I'd like to add that, in my opinion, we should not put too much
resources into preparing a release. All this hacking and masking bugs
away in a release branch is pointless: our releases aren't supposed
to be used in any kind of production environment, so it's meaningless
to make them appear more beautiful than they really are.
Releases bring a lot of good stuff, make the team disciplined, but
what I want to accent is that there is no "stable"/"unstable"
division right now. There will be one in future, but definitily not now.
WBR,
Aleksey Bragin.
On Sep 23, 2010, at 6:37 PM, Zachary Gorden wrote:
The root of this problem, and it's not one that
can be dealt with
in the short term, is because we are treating trunk as basically
the "stable" branch for "stable" releases. Most mature projects
have a separate branch for every major release point where things
are either known to work or known to not work, and they concentrate
mostly on bugfixes that do not add new functionality or break
existing ones or security patches. This lets them break trunk as
needed and as another major point release comes up, they take some
care to make sure trunk is at least in good enough shape to branch
to create the new release. We can't do this, since major lower
level components change too fast. This would be akin to us still
be patching the 0.3.0 codebase, which would mean using the pre-
rewrote kernel. And not having sound. And who knows how many
other nice things that have been added so far. Thus for the short
term, we're stuck with trunk acting as both the point of
development and release. Not an ideal situation.
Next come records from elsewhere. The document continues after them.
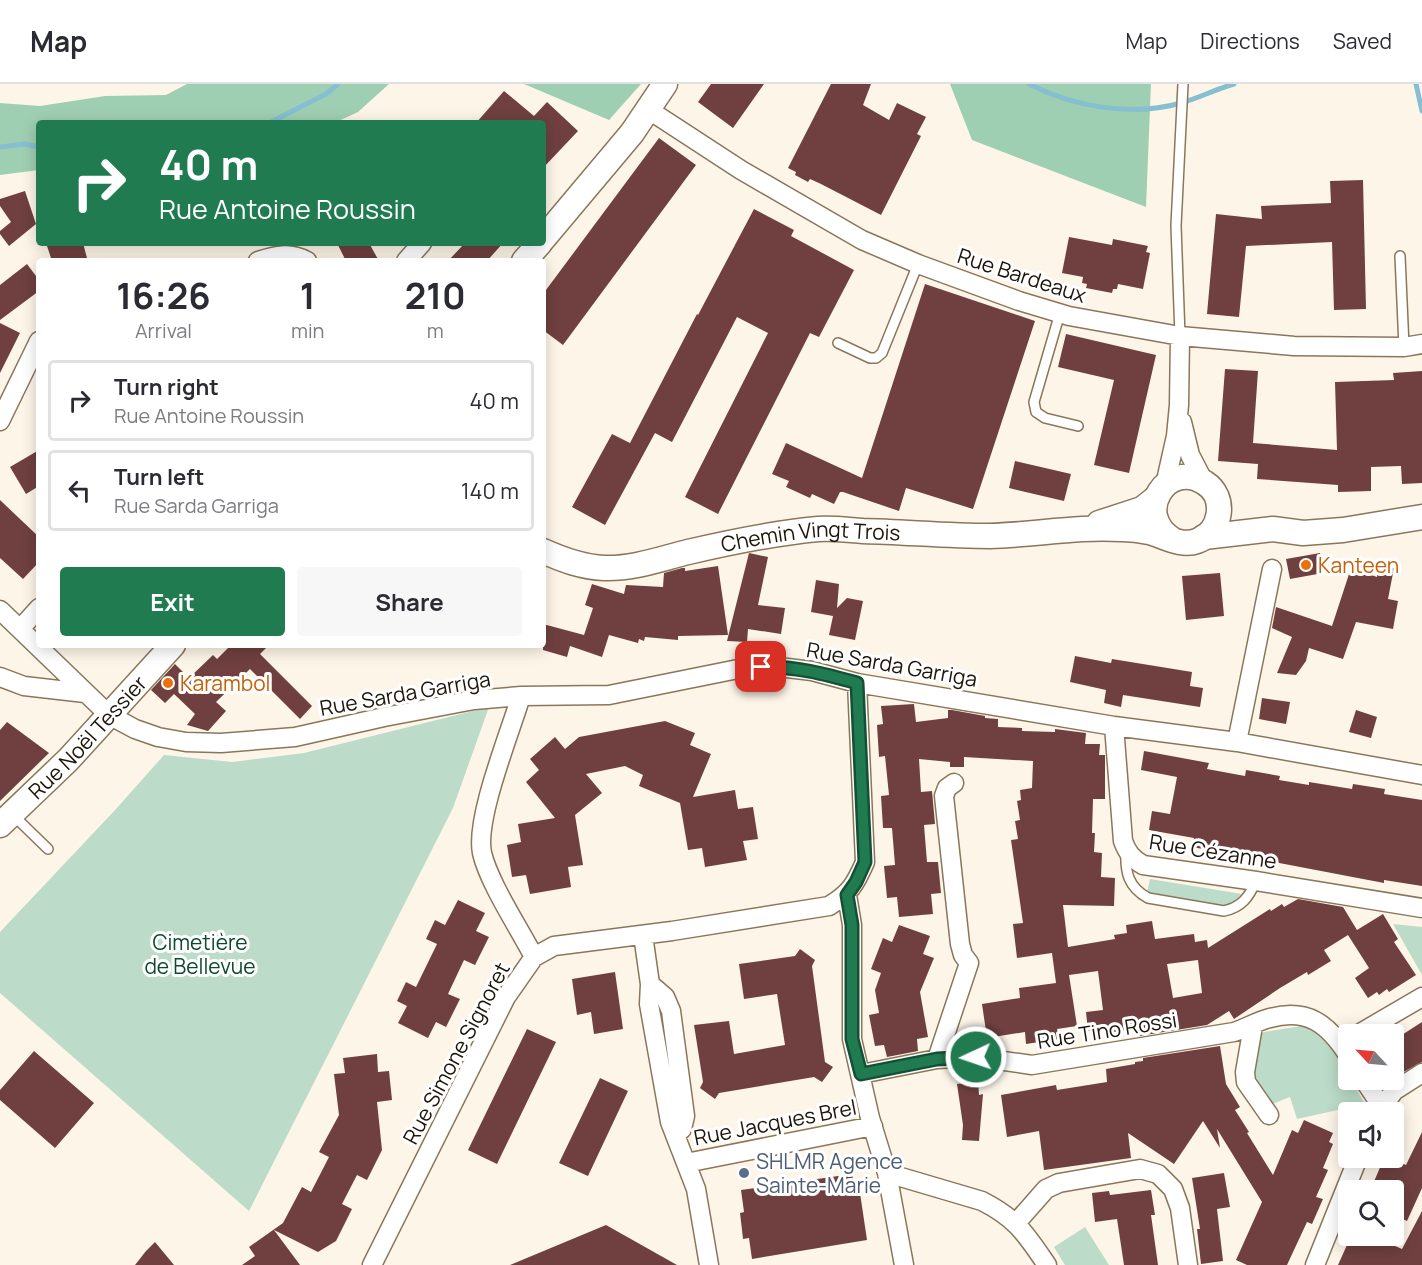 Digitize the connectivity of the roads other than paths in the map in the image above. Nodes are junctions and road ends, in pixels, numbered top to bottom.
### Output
1 (665, 84) edge
2 (1183, 84) edge
3 (649, 110) junction
4 (546, 236) edge
5 (419, 246) edge
6 (537, 246) edge
7 (1400, 256) dead end
8 (270, 258) edge
9 (302, 258) edge
10 (409, 258) edge
11 (527, 258) edge
12 (918, 264) junction
13 (1060, 313) junction
14 (1179, 336) junction
15 (838, 342) dead end
16 (1422, 344) edge
17 (36, 347) edge
18 (1404, 347) junction
19 (1179, 405) junction
20 (0, 421) edge
21 (1078, 426) dead end
22 (1204, 482) junction
23 (1160, 492) junction
24 (1218, 501) junction
25 (1422, 517) edge
26 (1085, 528) junction
27 (1273, 529) junction
28 (1204, 537) junction
29 (1173, 540) junction
30 (546, 552) edge
31 (1272, 569) dead end
32 (0, 610) edge
33 (36, 611) edge
34 (20, 628) junction
35 (36, 644) edge
36 (40, 648) edge
37 (170, 648) edge
38 (0, 677) edge
39 (857, 683) junction
40 (85, 693) junction
41 (521, 696) junction
42 (109, 715) junction
43 (1114, 726) junction
44 (1237, 742) junction
45 (1422, 775) edge
46 (954, 783) dead end
47 (6, 820) edge
48 (48, 849) dead end
49 (1126, 849) junction
50 (1256, 881) junction
51 (847, 895) junction
52 (1422, 908) edge
53 (643, 935) junction
54 (534, 957) junction
55 (1422, 997) edge
56 (1377, 1024) edge
57 (1253, 1026) junction
58 (1338, 1039) edge
59 (937, 1059) junction
60 (1422, 1073) edge
61 (861, 1074) junction
62 (1386, 1102) edge
63 (1269, 1115) dead end
64 (873, 1126) junction
65 (686, 1163) junction
66 (1354, 1168) edge
67 (887, 1173) junction
68 (1016, 1223) junction
69 (372, 1265) edge
70 (709, 1265) edge
71 (904, 1265) edge
72 (1047, 1265) edge
73 (1188, 1265) edge
74 (1315, 1265) edge

1 - 3 main road
2 - 14 lane
3 - 4 main road
3 - 12 street, Rue Bardeaux
5 - 10 street
6 - 11 main road
7 - 18 lane
8 - 9 street
12 - 13 street, Rue Bardeaux
12 - 15 lane
13 - 14 street, Rue Bardeaux
13 - 21 lane
14 - 18 street, Rue Bardeaux
14 - 19 street
16 - 18 street, Rue Bardeaux
17 - 20 street
19 - 22 street
19 - 23 street
22 - 23 main road, Chemin Vingt Trois
22 - 24 main road, Chemin Vingt Trois
23 - 26 main road, Chemin Vingt Trois
23 - 29 main road
24 - 27 main road, Chemin Vingt Trois
24 - 28 main road
25 - 27 main road, Chemin Vingt Trois
26 - 29 main road, Chemin Vingt Trois
26 - 30 main road, Chemin Vingt Trois
27 - 28 main road, Chemin Vingt Trois
28 - 29 main road, Chemin Vingt Trois
31 - 44 street
32 - 34 street, Rue Sarda Garriga
33 - 34 street
34 - 35 street, Rue Sarda Garriga
36 - 40 street, Rue Sarda Garriga
37 - 42 main road, Rue Noël Tessier
38 - 40 street
39 - 41 street, Rue Sarda Garriga
39 - 43 street, Rue Sarda Garriga
39 - 51 street
40 - 42 street, Rue Sarda Garriga
41 - 42 street, Rue Sarda Garriga
41 - 54 street
42 - 47 main road, Rue Noël Tessier
43 - 44 street, Rue Sarda Garriga
43 - 49 street, Rue Cézanne
44 - 45 street, Rue Sarda Garriga
46 - 59 street
47 - 48 lane
49 - 50 street, Rue Cézanne
49 - 50 lane
50 - 52 street, Rue Cézanne
51 - 53 street, Rue Simone Signoret
51 - 61 street
53 - 54 street, Rue Simone Signoret
53 - 65 street
54 - 69 street, Rue Simone Signoret
55 - 56 street
57 - 58 street, Rue Tino Rossi
57 - 59 street, Rue Tino Rossi
57 - 63 street
59 - 61 street, Rue Tino Rossi
60 - 62 street
61 - 64 street
64 - 65 street, Rue Jacques Brel
64 - 67 street
65 - 70 street
66 - 74 street
67 - 68 street
67 - 71 street
68 - 72 street
68 - 73 street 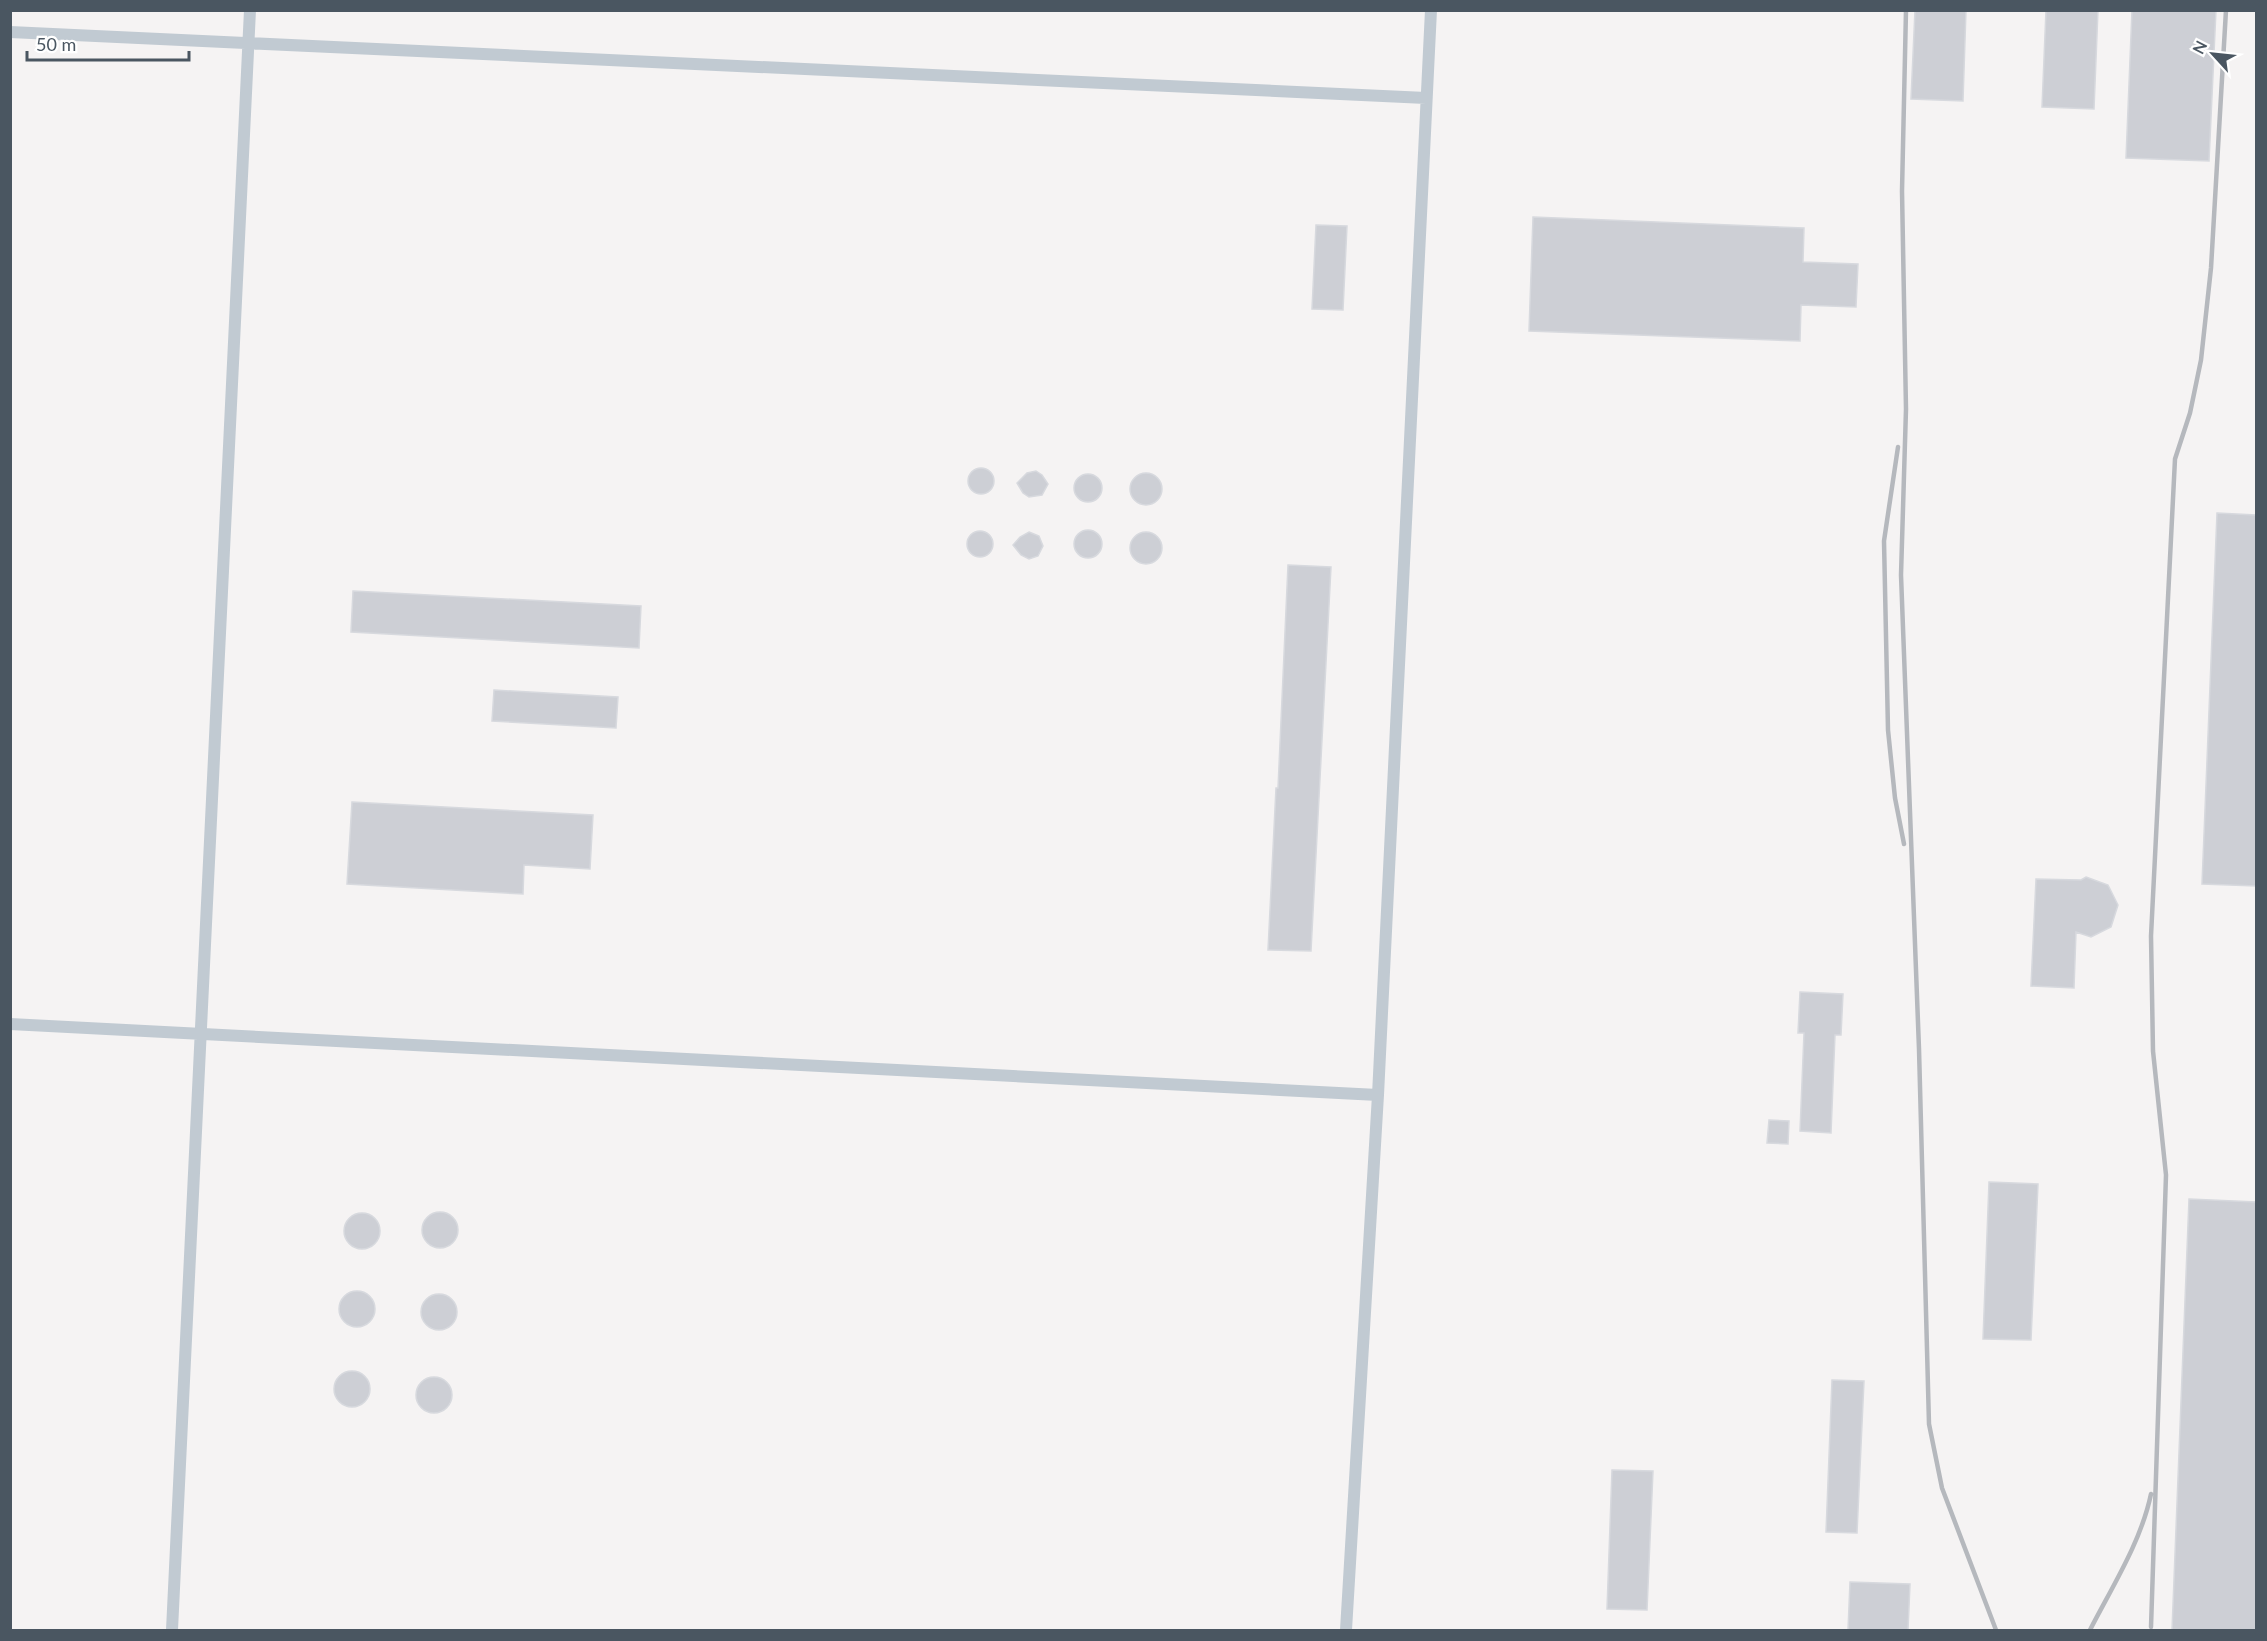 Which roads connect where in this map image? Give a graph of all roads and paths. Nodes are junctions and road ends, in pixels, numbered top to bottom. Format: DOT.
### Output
graph roads {
  1 [pos="250,10"];
  2 [pos="1431,10"];
  3 [pos="10,32"];
  4 [pos="248,43"];
  5 [pos="1426,98"];
  6 [pos="10,1024"];
  7 [pos="201,1034"];
  8 [pos="1378,1095"];
  9 [pos="172,1630"];
  10 [pos="1346,1630"];
  1 -- 4 [label="lane"];
  2 -- 5 [label="lane"];
  3 -- 4 [label="lane"];
  4 -- 5 [label="lane"];
  4 -- 7 [label="lane"];
  5 -- 8 [label="lane"];
  6 -- 7 [label="lane"];
  7 -- 8 [label="lane"];
  7 -- 9 [label="lane"];
  8 -- 10 [label="lane"];
}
Ged is actually right when he says we actually don't have a need to
create entire branches for a release, we could just tag and
release. The only thing stopping us is we add in some hacks to
work around known issues, hacks that we don't want leaking into
trunk. That and we revert some random stuff here and there that
are actually correct but break other incorrect things.
Breaking things is pretty much unavoidable, even if completely
unintended. Which is probably why yarotows and other branches were
created, since these are efforts to add new functionality into
ReactOS. That is always going to bring risks. But we need that
new functionality if we're to get to a point where we can actually
have a genuine "stable" branch instead of constantly releasing off
of trunk.
This basically boils down to, for now, get all the risky stuff in
right after a branch is made for release. That way we can see
quickly what breaks and not suddenly have to deal with locking of
trunk right before release because people waited to commit their
work or we delayed doing a winesync and Wine did something to break
our code.
On Thu, Sep 23, 2010 at 5:40 AM, victor martinez
<vicmarcal(a)hotmail.com> wrote:
From: gedmurphy(a)gmail.com
To: ros-dev(a)reactos.org
Date: Thu, 23 Sep 2010 08:09:57 +0100
Subject: Re: [ros-dev] 0.3.12 milestones status
victor Martinez wrote:
In the same way, and imho, I think it is much
better
to avoid sending critical code one month before the release.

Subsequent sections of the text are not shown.